Aveva sempre avuto una fiducia enorme nella giustizia italiana e nelle forze dell’ordine. Ma quando è andata a protestare a Roma per l’inconcepibile cambio dei documenti, malata di un cancro contro cui combatteva da tempo e senza più assistenza, si è trovata tra le mani un foglio di via. Sicché prima ha tentato di darsi fuoco. Poi, salvata, si è buttata giù da un cavalcavia ferroviario, ponendo fine ad una vita combattiva, ma estremamente infelice, vissuta in enorme solitudine, con lo Stato che l’ha usata per sgominare le gang albanesi, ma che non le ha mai dato la cittadinanza che meritava. Cronaca Vera l’aveva incontrata la prima volta nel lontano 2007.
L’INCONTRO
Ogni notte, all’epoca, rischiava la pelle, avvicinando le ragazze per strada, facendo volantinaggio, cercando di convincerle a ribellarsi. L’ultima sua iniziativa era stata convincere i sindaci di Tradate e Saronno, nel varesotto, a ritirare l’ordinanza con cui si volevano multare le tante prostitute che affollano i viali della zona. «Per loro – ci disse – sarebbe stato solo un massacro, nuove botte dagli sfruttatori». Aveva 33 anni e l’aria malinconica di chi ripensa sempre alla gioventù che le hanno rubato. Si faceva chiamare solo Adelina, e arrivava da Durazzo, in Albania. La famiglia l’aveva rinnegata perché “disonorata”. Colpevole di essersi fatta schiavizzare, a vent’anni. «La mia vera famiglia è stata la questura di Varese, che mi ha salvato dopo tre anni passati all’inferno» raccontava.

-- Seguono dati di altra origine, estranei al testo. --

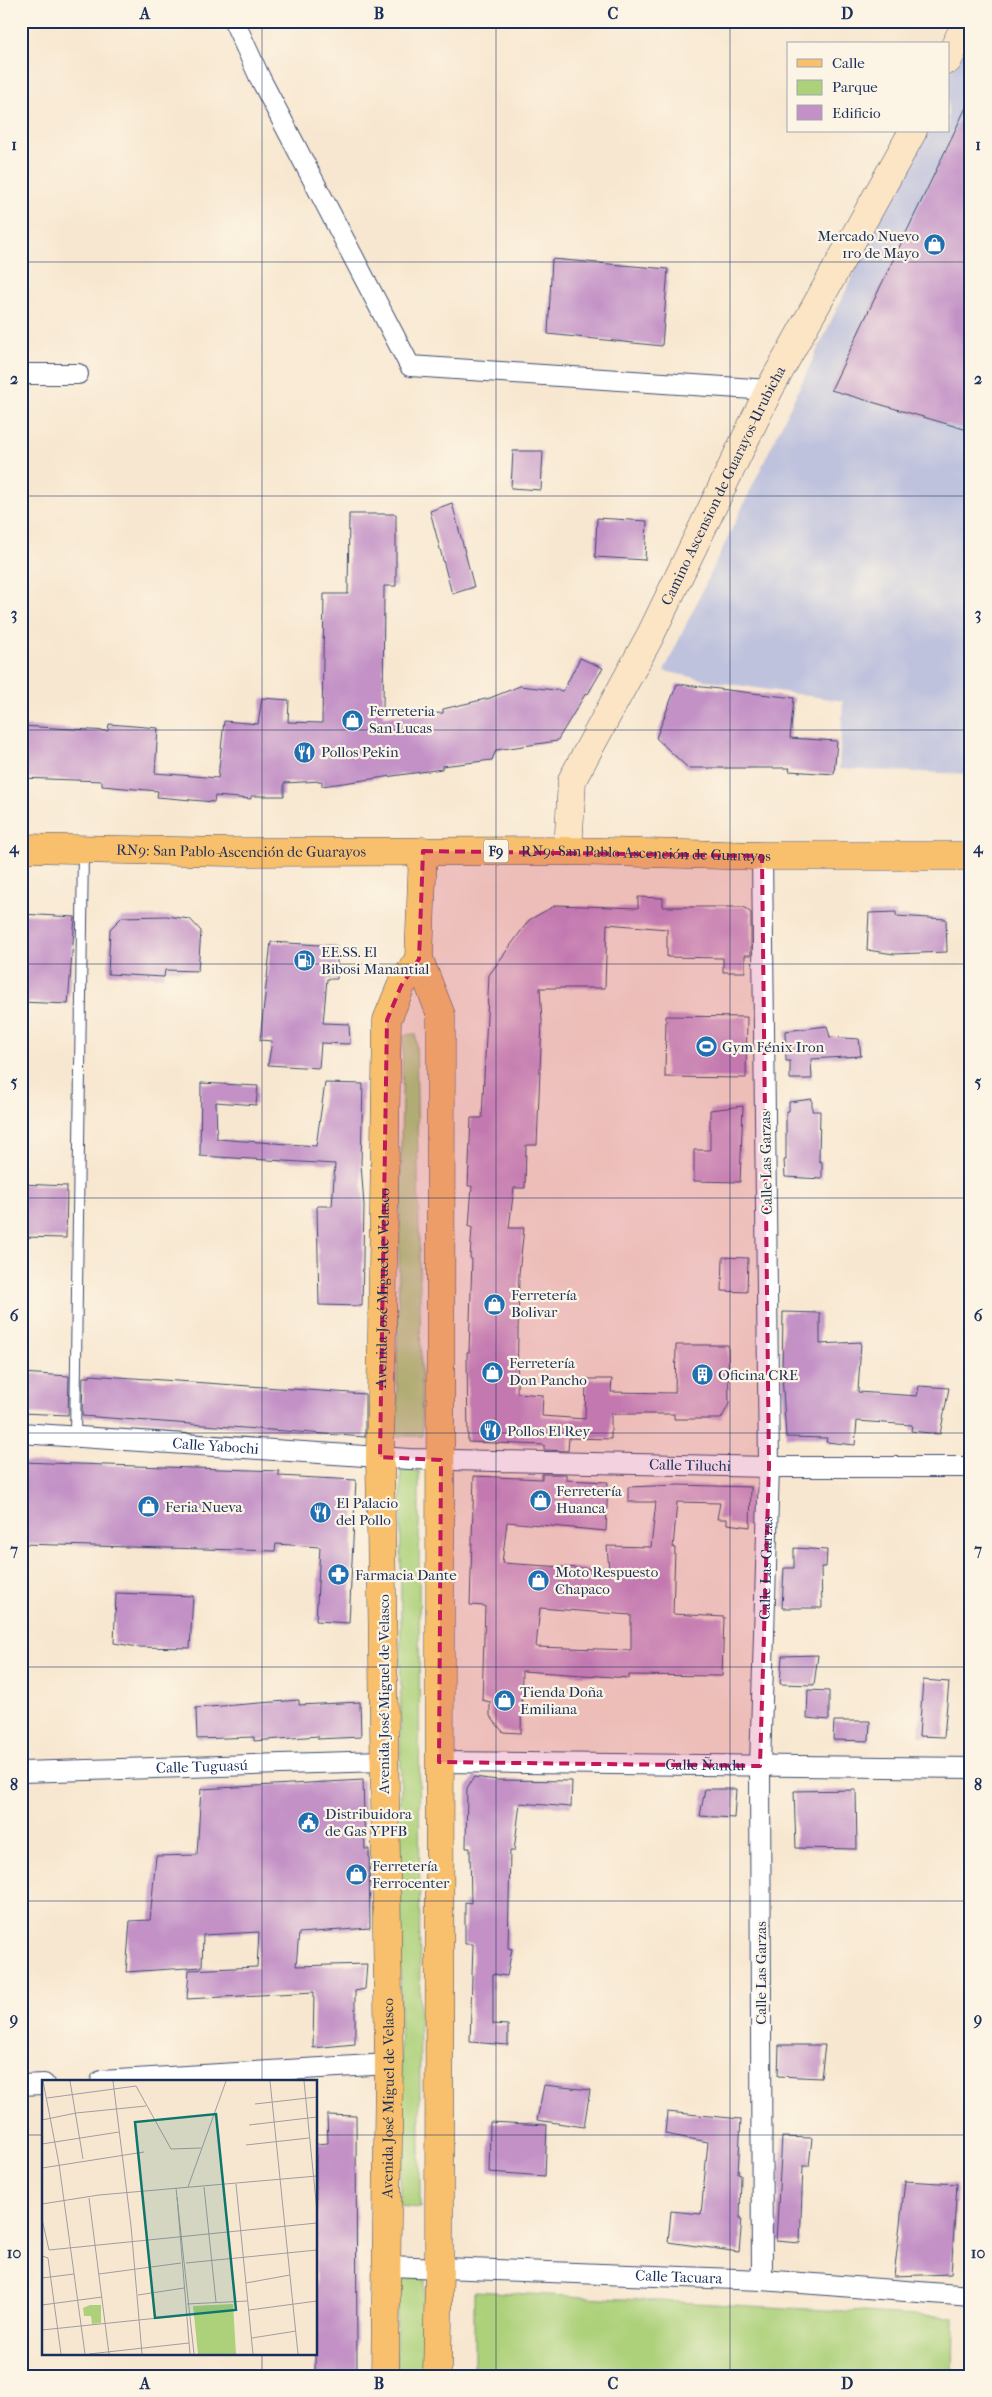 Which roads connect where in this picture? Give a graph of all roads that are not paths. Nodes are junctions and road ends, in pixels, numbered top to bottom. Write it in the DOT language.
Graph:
graph roads {
  1 [pos="234,21"];
  2 [pos="967,21"];
  3 [pos="950,56"];
  4 [pos="912,132"];
  5 [pos="21,374"];
  6 [pos="78,374"];
  7 [pos="769,390"];
  8 [pos="21,848"];
  9 [pos="83,849"];
  10 [pos="423,851"];
  11 [pos="568,851"];
  12 [pos="762,856"];
  13 [pos="971,856"];
  14 [pos="419,960"];
  15 [pos="21,1433"];
  16 [pos="75,1437"];
  17 [pos="380,1457"];
  18 [pos="409,1459"];
  19 [pos="440,1460"];
  20 [pos="769,1467"];
  21 [pos="971,1467"];
  22 [pos="383,1761"];
  23 [pos="439,1762"];
  24 [pos="760,1766"];
  25 [pos="971,1768"];
  26 [pos="21,1772"];
  27 [pos="389,2064"];
  28 [pos="118,2080"];
  29 [pos="42,2084"];
  30 [pos="21,2085"];
  31 [pos="388,2266"];
  32 [pos="439,2267"];
  33 [pos="762,2280"];
  34 [pos="971,2296"];
  35 [pos="385,2376"];
  36 [pos="437,2376"];
  1 -- 7 [label="street"];
  2 -- 3 [label="main road"];
  4 -- 7 [label="main road, Camino Ascension de Guarayos-Urubicha"];
  5 -- 6 [label="street"];
  7 -- 11 [label="main road, Camino Ascension de Guarayos-Urubicha"];
  8 -- 9 [label="main road, RN9: San Pablo-Ascención de Guarayos / F9"];
  9 -- 10 [label="main road, RN9: San Pablo-Ascención de Guarayos / F9"];
  9 -- 16 [label="lane"];
  10 -- 11 [label="main road, RN9: San Pablo-Ascención de Guarayos / F9"];
  10 -- 14 [label="main road"];
  11 -- 12 [label="main road, RN9: San Pablo-Ascención de Guarayos / F9"];
  12 -- 13 [label="main road, RN9: San Pablo-Ascención de Guarayos / F9"];
  12 -- 20 [label="street, Calle Las Garzas"];
  14 -- 17 [label="main road, Avenida José Miguel de Velasco"];
  14 -- 19 [label="main road"];
  15 -- 16 [label="street, Calle Yabochi"];
  16 -- 17 [label="street, Calle Yabochi"];
  17 -- 18 [label="street, Calle Yabochi"];
  17 -- 22 [label="main road, Avenida José Miguel de Velasco"];
  18 -- 19 [label="street, Calle Tiluchi"];
  19 -- 20 [label="street, Calle Tiluchi"];
  19 -- 23 [label="main road"];
  20 -- 21 [label="street, Calle Tiluchi"];
  20 -- 24 [label="street, Calle Las Garzas"];
  22 -- 26 [label="street, Calle Tuguasú"];
  22 -- 27 [label="main road, Avenida José Miguel de Velasco"];
  23 -- 24 [label="street, Calle Ñandu"];
  23 -- 32 [label="main road"];
  24 -- 25 [label="street, Calle Ñandu"];
  24 -- 33 [label="street, Calle Las Garzas"];
  27 -- 28 [label="street"];
  27 -- 31 [label="main road, Avenida José Miguel de Velasco"];
  29 -- 30 [label="street"];
  31 -- 32 [label="street, Calle Tacuara"];
  31 -- 35 [label="main road, Avenida José Miguel de Velasco"];
  32 -- 33 [label="street, Calle Tacuara"];
  32 -- 36 [label="main road"];
  33 -- 34 [label="street, Calle Tacuara"];
}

Otto anni prima era stata liberata e da allora era lei a tentare di salvare altre ragazze finite nel racket, andandole a prendere una per una, parlando, cercando di far capire che denunciando esiste una via d’uscita. «E tante sono le ragazze che sono riuscita a convincere». Scrisse un libro, “Libera dal racket”, e ci disse: «Io sono stata sequestrata davanti a casa, nel ’96. Mi hanno caricato su un’auto, portato in un albergo e massacrata di botte. Ero ancora vergine. Mi hanno trasferito in Grecia, costringendomi a prostituirmi. Ecco, questo succedeva e succede ancora a molte nel mio Paese». Per addomesticarla le avevano aperto una gamba con un coltello, buttandoci il sale sopra, le avevano spento sigarette sul petto, bastonate, calci e pugni che le avevano rotto tutti i denti. Trenta, quaranta clienti al giorno. Sotto la media, ancora botte. «Quando riuscii a scappare dall’appartamento in cui ero rinchiusa se non lavoravo, corsi per strada sanguinante. Urlavo. Si fermò un’auto della polizia. Denunciai ogni cosa. Subito dopo mi portarono al confine, dove fui presa in custodia dai loro colleghi albanesi. E fu proprio un poliziotto di Tepelena a rivendermi a un boss. Ecco, capisci perché non è facile fidarsi delle forze dell’ordine per noi? Là, al mio Paese, la corruzione c’era ovunque. Più scappi, e peggio è. Non hai vie d’uscita. Quando, all’ennesima fuga arrivai a casa, i miei nemmeno mi volevano. Mi tagliarono i capelli a zero, segno del disonore. Ma poi mio nonno e uno zio mi violentarono».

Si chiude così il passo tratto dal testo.